Strolz und Kurz: Zwei Gegner aus demselben Stall

Strolz und Kurz: Zwei Gegner aus demselben Stall
Der ÖVP-Listenführer und der Neos-Chef haben mehr gemeinsam als sie zugeben.

Wer die Neos als Partei derer empfindet, die sich von der ÖVP enttäuscht abgewendet haben, wurde am Montagvormittag in einem hippen Wiener Innenstadtcafé darin bestärkt: Mit Heinrich Neisser, einstmals schwarzer Minister und Zweiter Nationalratspräsident, trat ein ÖVP-Grande öffentlichkeitswirksam an der Seite von Neos-Chef Matthias Strolz auf – auch um seiner Partei auszurichten, dass sie sich zusehends in eine falsche Richtung entwickle.

>>> Hier gehts zum Ticker des heutigen Duells zwischen Kurz und Strolz bzw. Ulrike Lunacek

Fünf Jahre nach der Gründung und am Tag der direkten TV-Konfrontation mit ÖVP-Chef Sebastian Kurz steckt diese Grundhaltung immer noch in der Partei, das zeigt allein die Vergangenheit der Spitze der Oppositionspartei: Strolz etwa machte seine ersten Schritte in der Politik als ÖH-Vorsitzender auf einem Ticket der ÖVP-nahen "Aktionsgemeinschaft", war parlamentarischer Mitarbeiter des nunmehrigen Zweiten Nationalratspräsidenten Karlheinz Kopf und dockte an den ÖVP-Wirtschaftsbund an. Wiens Neos-Chefin Beate Meinl-Reisinger hingegen arbeitete für die schwarze Staatssekretärin Christine Marek, Generalsekretär Nikola Donig verdiente sein Geld als Sprecher der ÖVP-Spitzenpolitiker Wolfgang Schüssel und Johannes Hahn und Wilhelm Molterer.

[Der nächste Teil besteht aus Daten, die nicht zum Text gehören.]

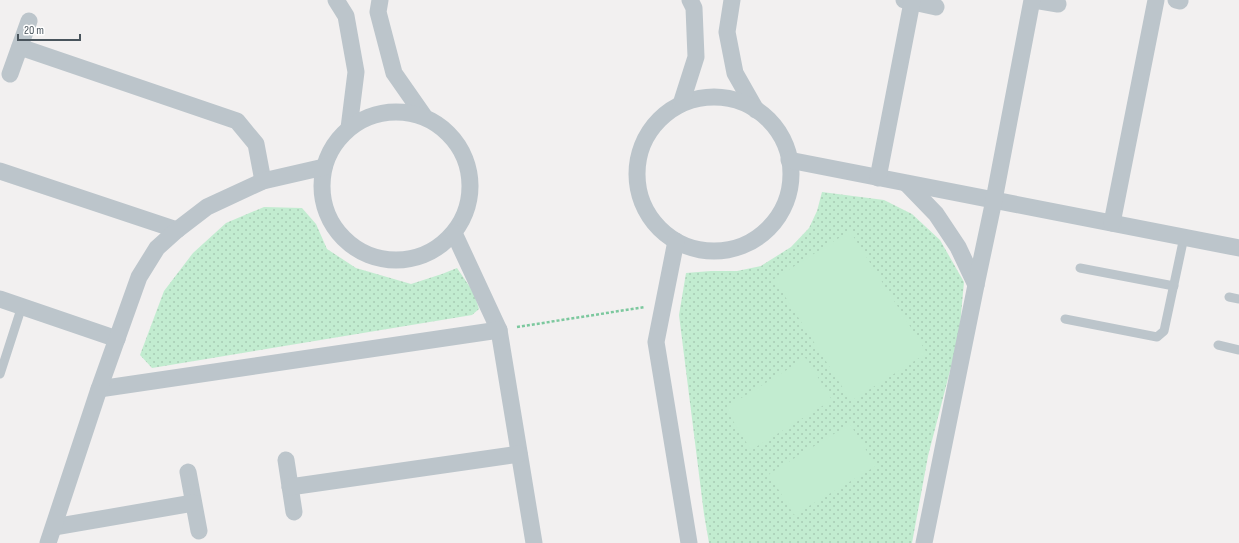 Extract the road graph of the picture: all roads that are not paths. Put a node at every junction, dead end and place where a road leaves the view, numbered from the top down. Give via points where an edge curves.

Strolz war zudem der erste Rhetorik-Trainer von Kurz: Als der ÖVP-Chef noch im Gymnasium war, besuchte dieser als einer von vielen Jungschwarzen zwei von Strolz geleitete Kommunikationsseminare aan der Politischen Akademie der ÖVP. Talentiert sei Kurz gewesen – mehr verrät Strolz, der der ÖVP aufgrund mangelnder Reformfreudigkeit den Rücken kehrte, nicht darüber. Kurz spricht indes gar nicht über die Lehren aus der Strolz-Schule.

Im Puls4-Duell wollte Strolz seinem einstigen Schüler nun gehörig auf die Zehen steigen: "Wir wollen hinter die Fassade schauen und ihm auf den Zahn fühlen, wo überall noch die alte ÖVP dahintersteckt", kündigte eine pinke Parteisprecherin als Stoßrichtung für das TV-Duell an. Als gute Freunde gelten Kurz und Strolz nicht unbedingt, auch in Teilen der Neos-Führungsriege der Pinken ist man vom Außenminister nicht sonderlich angetan: "Es gibt bei uns einige, die mit seiner Politik gar nicht mehr mitkönnen", erklärt ein Neos-Politiker, der nicht genannt werden möchte. Zu weit sei man in Sachen Sicherheit und Grundrechte voneinander entfernt.

Daher hielt sich auch die Begeisterung über die vor rund einem Jahr von Kurz und Strolz geführten (und gescheiterten) Gespräche für eine gemeinsame Wahlplattform in Grenzen, heißt es in Neos-Kreisen. Auf die schwarz-pinken Verhandlungen angesprochen richtete Strolz dem ÖVP-Chef am Sonntag via ORF wenig freundlich aus, dass dieser zwar viele Talente habe, "irgendwas mit ihm aber nicht stimmt". Trotz aller Entfremdung wollen die Neos die Tür zur ÖVP nicht zuschlagen: Der Zirkel rund um Strolz würde nach wie vor gerne mit der ÖVP koalieren. Die Wunschvariante des pinken Chefs: Schwarz-Grün-Neos.